> Required action
Go through the listing below and reproduce it word for word.

> Records to process
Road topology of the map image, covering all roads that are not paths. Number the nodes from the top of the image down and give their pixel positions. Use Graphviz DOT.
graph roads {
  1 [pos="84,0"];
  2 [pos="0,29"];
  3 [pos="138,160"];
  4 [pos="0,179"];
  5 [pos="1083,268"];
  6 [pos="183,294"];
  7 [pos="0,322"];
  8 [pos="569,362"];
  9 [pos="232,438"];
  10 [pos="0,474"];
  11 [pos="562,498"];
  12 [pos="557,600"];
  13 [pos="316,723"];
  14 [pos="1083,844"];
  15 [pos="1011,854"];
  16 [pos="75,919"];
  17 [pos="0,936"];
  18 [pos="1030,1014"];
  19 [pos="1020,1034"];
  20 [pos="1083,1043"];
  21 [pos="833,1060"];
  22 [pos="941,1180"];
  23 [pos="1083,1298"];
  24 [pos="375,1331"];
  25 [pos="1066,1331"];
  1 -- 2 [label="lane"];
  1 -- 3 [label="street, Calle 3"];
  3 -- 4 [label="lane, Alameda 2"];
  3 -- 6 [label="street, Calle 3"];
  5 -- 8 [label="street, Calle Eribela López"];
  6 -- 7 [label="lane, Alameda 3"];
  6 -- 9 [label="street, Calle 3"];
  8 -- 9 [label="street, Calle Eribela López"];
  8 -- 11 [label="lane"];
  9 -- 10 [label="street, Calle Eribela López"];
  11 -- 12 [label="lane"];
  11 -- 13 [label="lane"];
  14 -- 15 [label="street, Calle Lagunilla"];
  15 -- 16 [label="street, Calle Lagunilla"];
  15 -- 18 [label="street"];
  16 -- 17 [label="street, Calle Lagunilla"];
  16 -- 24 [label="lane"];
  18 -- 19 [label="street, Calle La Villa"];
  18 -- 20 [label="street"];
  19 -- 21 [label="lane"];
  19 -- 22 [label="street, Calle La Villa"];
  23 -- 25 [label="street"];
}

> Written reply
Road topology of the map image, covering all roads that are not paths. Number the nodes from the top of the image down and give their pixel positions. Use Graphviz DOT.
graph roads {
  1 [pos="84,0"];
  2 [pos="0,29"];
  3 [pos="138,160"];
  4 [pos="0,179"];
  5 [pos="1083,268"];
  6 [pos="183,294"];
  7 [pos="0,322"];
  8 [pos="569,362"];
  9 [pos="232,438"];
  10 [pos="0,474"];
  11 [pos="562,498"];
  12 [pos="557,600"];
  13 [pos="316,723"];
  14 [pos="1083,844"];
  15 [pos="1011,854"];
  16 [pos="75,919"];
  17 [pos="0,936"];
  18 [pos="1030,1014"];
  19 [pos="1020,1034"];
  20 [pos="1083,1043"];
  21 [pos="833,1060"];
  22 [pos="941,1180"];
  23 [pos="1083,1298"];
  24 [pos="375,1331"];
  25 [pos="1066,1331"];
  1 -- 2 [label="lane"];
  1 -- 3 [label="street, Calle 3"];
  3 -- 4 [label="lane, Alameda 2"];
  3 -- 6 [label="street, Calle 3"];
  5 -- 8 [label="street, Calle Eribela López"];
  6 -- 7 [label="lane, Alameda 3"];
  6 -- 9 [label="street, Calle 3"];
  8 -- 9 [label="street, Calle Eribela López"];
  8 -- 11 [label="lane"];
  9 -- 10 [label="street, Calle Eribela López"];
  11 -- 12 [label="lane"];
  11 -- 13 [label="lane"];
  14 -- 15 [label="street, Calle Lagunilla"];
  15 -- 16 [label="street, Calle Lagunilla"];
  15 -- 18 [label="street"];
  16 -- 17 [label="street, Calle Lagunilla"];
  16 -- 24 [label="lane"];
  18 -- 19 [label="street, Calle La Villa"];
  18 -- 20 [label="street"];
  19 -- 21 [label="lane"];
  19 -- 22 [label="street, Calle La Villa"];
  23 -- 25 [label="street"];
}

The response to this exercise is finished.